Top of Information shown

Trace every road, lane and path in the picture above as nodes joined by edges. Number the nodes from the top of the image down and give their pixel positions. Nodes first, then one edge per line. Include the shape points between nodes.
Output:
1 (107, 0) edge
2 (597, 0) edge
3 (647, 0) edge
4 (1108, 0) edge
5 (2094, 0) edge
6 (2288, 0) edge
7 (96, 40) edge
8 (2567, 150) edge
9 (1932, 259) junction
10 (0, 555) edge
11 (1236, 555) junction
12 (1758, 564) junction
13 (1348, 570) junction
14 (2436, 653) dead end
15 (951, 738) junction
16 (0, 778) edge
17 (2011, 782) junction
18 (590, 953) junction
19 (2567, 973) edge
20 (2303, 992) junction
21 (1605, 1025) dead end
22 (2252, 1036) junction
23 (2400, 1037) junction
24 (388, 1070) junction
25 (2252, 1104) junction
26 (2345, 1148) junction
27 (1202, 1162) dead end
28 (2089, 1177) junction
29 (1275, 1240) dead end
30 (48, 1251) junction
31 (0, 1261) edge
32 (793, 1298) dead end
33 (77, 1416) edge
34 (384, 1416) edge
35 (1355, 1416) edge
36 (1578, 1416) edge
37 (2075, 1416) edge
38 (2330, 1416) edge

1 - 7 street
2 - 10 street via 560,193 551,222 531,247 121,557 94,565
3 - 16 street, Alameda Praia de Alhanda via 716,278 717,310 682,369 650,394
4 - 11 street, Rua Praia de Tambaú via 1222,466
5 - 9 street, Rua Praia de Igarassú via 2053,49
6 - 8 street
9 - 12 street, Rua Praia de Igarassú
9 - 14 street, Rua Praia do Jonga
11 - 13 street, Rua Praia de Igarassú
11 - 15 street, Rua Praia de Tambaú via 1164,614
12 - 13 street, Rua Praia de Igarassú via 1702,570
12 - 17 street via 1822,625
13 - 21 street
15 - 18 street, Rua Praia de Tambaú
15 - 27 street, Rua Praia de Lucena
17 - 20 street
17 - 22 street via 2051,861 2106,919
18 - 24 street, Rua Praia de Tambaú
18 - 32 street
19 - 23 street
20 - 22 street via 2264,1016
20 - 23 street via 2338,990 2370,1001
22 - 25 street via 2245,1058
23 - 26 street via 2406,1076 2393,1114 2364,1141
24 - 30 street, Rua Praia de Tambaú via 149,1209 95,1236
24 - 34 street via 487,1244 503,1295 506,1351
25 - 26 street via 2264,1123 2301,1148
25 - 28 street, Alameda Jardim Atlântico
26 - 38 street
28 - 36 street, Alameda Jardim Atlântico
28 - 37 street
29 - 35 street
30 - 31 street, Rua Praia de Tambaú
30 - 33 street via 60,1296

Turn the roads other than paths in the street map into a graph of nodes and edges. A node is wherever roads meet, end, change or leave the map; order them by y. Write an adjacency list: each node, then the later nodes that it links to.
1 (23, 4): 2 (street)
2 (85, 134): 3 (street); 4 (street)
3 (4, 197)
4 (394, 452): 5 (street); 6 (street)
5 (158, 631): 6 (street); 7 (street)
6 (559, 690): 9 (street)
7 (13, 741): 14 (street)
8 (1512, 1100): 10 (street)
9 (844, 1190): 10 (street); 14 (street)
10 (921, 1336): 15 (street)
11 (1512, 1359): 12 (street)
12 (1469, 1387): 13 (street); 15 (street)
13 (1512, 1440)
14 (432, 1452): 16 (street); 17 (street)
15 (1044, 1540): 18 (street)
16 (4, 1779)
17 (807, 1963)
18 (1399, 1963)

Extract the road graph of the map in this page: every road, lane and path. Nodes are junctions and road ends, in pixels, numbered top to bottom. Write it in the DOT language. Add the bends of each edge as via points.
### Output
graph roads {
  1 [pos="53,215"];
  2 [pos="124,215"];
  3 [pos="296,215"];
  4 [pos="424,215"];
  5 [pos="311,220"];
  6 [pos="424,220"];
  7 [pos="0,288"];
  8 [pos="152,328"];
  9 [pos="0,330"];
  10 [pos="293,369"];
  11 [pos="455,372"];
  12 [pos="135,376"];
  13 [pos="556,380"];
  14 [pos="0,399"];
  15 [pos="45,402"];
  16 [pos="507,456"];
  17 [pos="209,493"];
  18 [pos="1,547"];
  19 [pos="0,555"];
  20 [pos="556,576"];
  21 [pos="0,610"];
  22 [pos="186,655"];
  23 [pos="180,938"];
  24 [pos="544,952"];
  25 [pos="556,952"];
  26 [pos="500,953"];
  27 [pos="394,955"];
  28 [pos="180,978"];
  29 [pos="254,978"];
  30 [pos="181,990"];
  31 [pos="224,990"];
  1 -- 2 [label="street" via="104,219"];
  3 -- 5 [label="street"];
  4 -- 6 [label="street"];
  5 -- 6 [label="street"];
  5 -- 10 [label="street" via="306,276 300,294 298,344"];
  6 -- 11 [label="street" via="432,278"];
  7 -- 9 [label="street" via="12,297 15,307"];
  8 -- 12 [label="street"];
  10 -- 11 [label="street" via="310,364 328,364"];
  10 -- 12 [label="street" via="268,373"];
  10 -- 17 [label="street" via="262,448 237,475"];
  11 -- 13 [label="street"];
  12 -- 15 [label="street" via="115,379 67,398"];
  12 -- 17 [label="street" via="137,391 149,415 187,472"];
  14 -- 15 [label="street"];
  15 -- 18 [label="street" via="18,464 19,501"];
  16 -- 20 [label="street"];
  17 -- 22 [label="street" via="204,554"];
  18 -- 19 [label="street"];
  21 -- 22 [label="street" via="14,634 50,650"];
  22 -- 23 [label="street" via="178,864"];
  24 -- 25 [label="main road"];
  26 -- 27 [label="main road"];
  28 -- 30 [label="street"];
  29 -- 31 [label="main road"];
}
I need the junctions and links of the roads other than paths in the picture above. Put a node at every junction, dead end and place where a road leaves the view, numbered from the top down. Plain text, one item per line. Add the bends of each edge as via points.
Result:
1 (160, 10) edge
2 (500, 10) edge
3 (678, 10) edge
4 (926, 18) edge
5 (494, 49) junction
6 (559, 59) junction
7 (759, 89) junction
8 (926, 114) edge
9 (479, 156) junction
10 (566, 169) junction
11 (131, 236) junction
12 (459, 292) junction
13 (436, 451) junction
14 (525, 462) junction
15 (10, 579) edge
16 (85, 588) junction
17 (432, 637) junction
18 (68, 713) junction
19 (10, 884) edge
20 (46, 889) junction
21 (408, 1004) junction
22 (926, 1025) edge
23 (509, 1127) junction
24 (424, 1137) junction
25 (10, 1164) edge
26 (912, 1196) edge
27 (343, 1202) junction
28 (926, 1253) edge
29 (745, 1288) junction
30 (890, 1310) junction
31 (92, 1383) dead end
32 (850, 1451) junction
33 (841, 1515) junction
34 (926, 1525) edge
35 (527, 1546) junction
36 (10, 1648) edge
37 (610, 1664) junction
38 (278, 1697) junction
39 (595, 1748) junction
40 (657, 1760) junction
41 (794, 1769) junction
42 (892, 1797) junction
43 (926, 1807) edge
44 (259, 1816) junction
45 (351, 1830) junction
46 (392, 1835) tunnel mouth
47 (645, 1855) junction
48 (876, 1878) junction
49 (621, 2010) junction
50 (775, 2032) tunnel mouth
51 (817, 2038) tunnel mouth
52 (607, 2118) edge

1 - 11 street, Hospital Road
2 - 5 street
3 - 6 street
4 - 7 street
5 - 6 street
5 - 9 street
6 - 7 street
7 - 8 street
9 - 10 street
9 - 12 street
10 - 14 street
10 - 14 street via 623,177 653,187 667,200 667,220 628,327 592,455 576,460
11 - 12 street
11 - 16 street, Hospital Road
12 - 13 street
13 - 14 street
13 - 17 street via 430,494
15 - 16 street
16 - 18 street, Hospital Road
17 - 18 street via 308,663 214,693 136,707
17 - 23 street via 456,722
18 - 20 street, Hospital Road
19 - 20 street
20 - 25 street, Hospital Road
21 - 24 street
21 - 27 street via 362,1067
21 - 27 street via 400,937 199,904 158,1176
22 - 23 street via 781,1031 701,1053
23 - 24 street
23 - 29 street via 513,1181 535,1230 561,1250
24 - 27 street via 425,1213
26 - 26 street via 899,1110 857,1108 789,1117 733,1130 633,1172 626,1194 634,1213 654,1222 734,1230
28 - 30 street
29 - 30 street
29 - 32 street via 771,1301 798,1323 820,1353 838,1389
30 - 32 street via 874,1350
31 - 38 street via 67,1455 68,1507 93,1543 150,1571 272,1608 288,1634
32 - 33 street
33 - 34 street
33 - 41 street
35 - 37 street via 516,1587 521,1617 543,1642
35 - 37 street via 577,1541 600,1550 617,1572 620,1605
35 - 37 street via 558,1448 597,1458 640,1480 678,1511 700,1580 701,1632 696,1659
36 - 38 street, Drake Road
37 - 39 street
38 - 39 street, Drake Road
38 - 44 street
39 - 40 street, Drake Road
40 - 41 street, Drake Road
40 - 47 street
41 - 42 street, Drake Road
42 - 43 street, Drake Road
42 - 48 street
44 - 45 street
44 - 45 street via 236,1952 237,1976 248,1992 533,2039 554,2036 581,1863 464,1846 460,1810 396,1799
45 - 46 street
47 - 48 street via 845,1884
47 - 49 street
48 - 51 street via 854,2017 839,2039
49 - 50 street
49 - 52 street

Bottom of Information shown

Your objective => Show each line of the listing that holds the string "points".

Finished task =>
Trace every road, lane and path in the picture above as nodes joined by edges. Number the nodes from the top of the image down and give their pixel positions. Nodes first, then one edge per line. Include the shape points between nodes.
Extract the road graph of the map in this page: every road, lane and path. Nodes are junctions and road ends, in pixels, numbered top to bottom. Write it in the DOT language. Add the bends of each edge as via points.
I need the junctions and links of the roads other than paths in the picture above. Put a node at every junction, dead end and place where a road leaves the view, numbered from the top down. Plain text, one item per line. Add the bends of each edge as via points.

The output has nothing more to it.